Questo segnò l’inizio della decadenza della Signoria dei Vicedomini sia in campo militare che giudiziario.

Nel 1300 i Vicedomini rappresentavano una potenza economica tanto che sovvenzionavano con prestiti i Comuni: avevano perso in autorità politica, ma avevano guadagnato in pecunia. Il ricostruito castello non era più un bastione del complesso guerresco, era il centro dell’amministrazione finanziaria: vi facevano capo livelli, tassi, decime.

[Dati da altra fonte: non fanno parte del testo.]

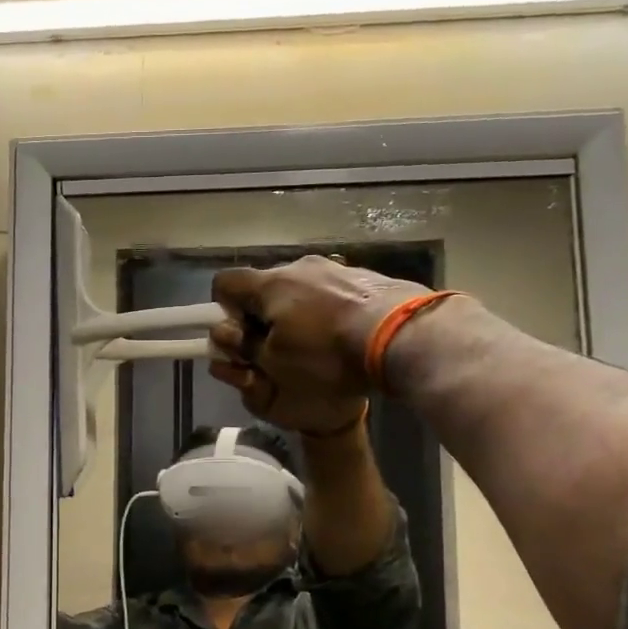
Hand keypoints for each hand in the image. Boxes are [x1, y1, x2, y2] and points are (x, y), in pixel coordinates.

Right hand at [208, 257, 431, 423]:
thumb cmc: (327, 353)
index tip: (242, 336)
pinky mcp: (366, 276)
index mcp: (270, 284)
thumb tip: (228, 334)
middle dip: (264, 315)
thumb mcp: (274, 362)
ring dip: (298, 313)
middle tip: (278, 347)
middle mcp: (299, 266)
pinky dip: (330, 311)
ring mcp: (335, 267)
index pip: (225, 283)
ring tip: (319, 344)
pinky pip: (332, 292)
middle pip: (266, 287)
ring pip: (301, 289)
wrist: (402, 335)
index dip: (224, 310)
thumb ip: (244, 346)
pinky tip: (346, 336)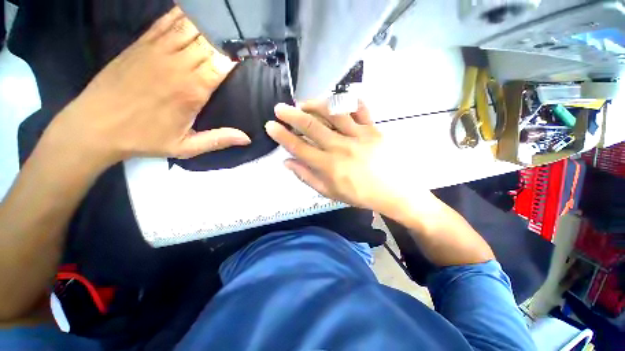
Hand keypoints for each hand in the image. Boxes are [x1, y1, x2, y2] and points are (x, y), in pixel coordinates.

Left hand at [43, 7, 249, 169]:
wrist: (95, 126)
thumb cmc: (144, 138)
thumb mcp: (186, 147)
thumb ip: (219, 140)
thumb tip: (247, 139)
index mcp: (192, 90)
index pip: (222, 62)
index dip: (237, 54)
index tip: (249, 52)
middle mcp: (177, 65)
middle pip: (209, 41)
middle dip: (227, 37)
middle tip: (241, 35)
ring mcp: (157, 50)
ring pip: (190, 26)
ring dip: (209, 22)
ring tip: (224, 21)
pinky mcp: (141, 43)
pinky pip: (166, 21)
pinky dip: (182, 14)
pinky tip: (194, 10)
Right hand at [265, 100, 426, 214]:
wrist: (394, 192)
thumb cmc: (360, 195)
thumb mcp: (330, 193)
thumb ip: (307, 177)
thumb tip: (288, 162)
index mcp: (329, 166)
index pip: (299, 147)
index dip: (282, 136)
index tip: (270, 126)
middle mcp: (341, 147)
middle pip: (312, 126)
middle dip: (292, 115)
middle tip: (279, 108)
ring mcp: (359, 136)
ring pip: (333, 113)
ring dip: (315, 105)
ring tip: (304, 103)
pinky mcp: (374, 129)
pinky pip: (360, 110)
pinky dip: (349, 102)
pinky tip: (338, 101)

Il 1347 segnò una data infausta per i Traonesi: i fratelli Corrado, Giovanni e Pagano Vicedomini non ottenendo la restituzione di un prestito fatto alla Comunità, pretesero ed ottennero i diritti che Traona godeva “su terreni, alpeggi e monti in Valle del Masino”. Nella contesa, delegato di Traona era Bonallo degli Assandri di Pianezzo.

Nel 1373 a sedare i tumulti fra le opposte fazioni dei Guelfi e dei Ghibellini, intervenne una tregua favorita da Galeazzo Visconti: alla firma della pace eran presenti Rainoldo, Giovanni, Cavalca, Franzotto e Simone Vicedomini di Traona e Zanolo, Corrado, Guarnerio del castello di Demofole.

La vigorosa pianta dei Vicedomini adombrava la squadra di Traona: lo stemma oro-azzurro con il castello biturrito e con l’aquila bicipite, ornava sinistramente i portali del castello di Demofole e dei palazzi di Somagna e di Coffedo.

Le ricchezze si accumulavano vistosamente e non sempre lecitamente; le comunità e le singole famiglie venivano spremute con ogni sopraffazione e chi tentava di reagire alle palesi iniquità, finiva col far la conoscenza degli orrori delle celle profonde dei palazzi e del castello, il cui nome “Demofole” era dalla gente conosciuto come “Domafolle”.

La gente, asservita per vincoli di affittanze, livelli, enfiteusi, decime o per impegni di prestiti in denaro, la cui esosità sfiorava l’usura, protestava con rabbia silenziosa; del resto, le frazioni o colondelli erano divisi da rivalità che fornivano ai Signori l’occasione per rinsaldare la loro egemonia.

I Vicedomini erano Ghibellini per partito, ma seppero barcamenarsi diplomaticamente in modo che conservarono i loro privilegi e diritti anche col mutare dei tempi; in pochi casi si misero in urto con i potenti.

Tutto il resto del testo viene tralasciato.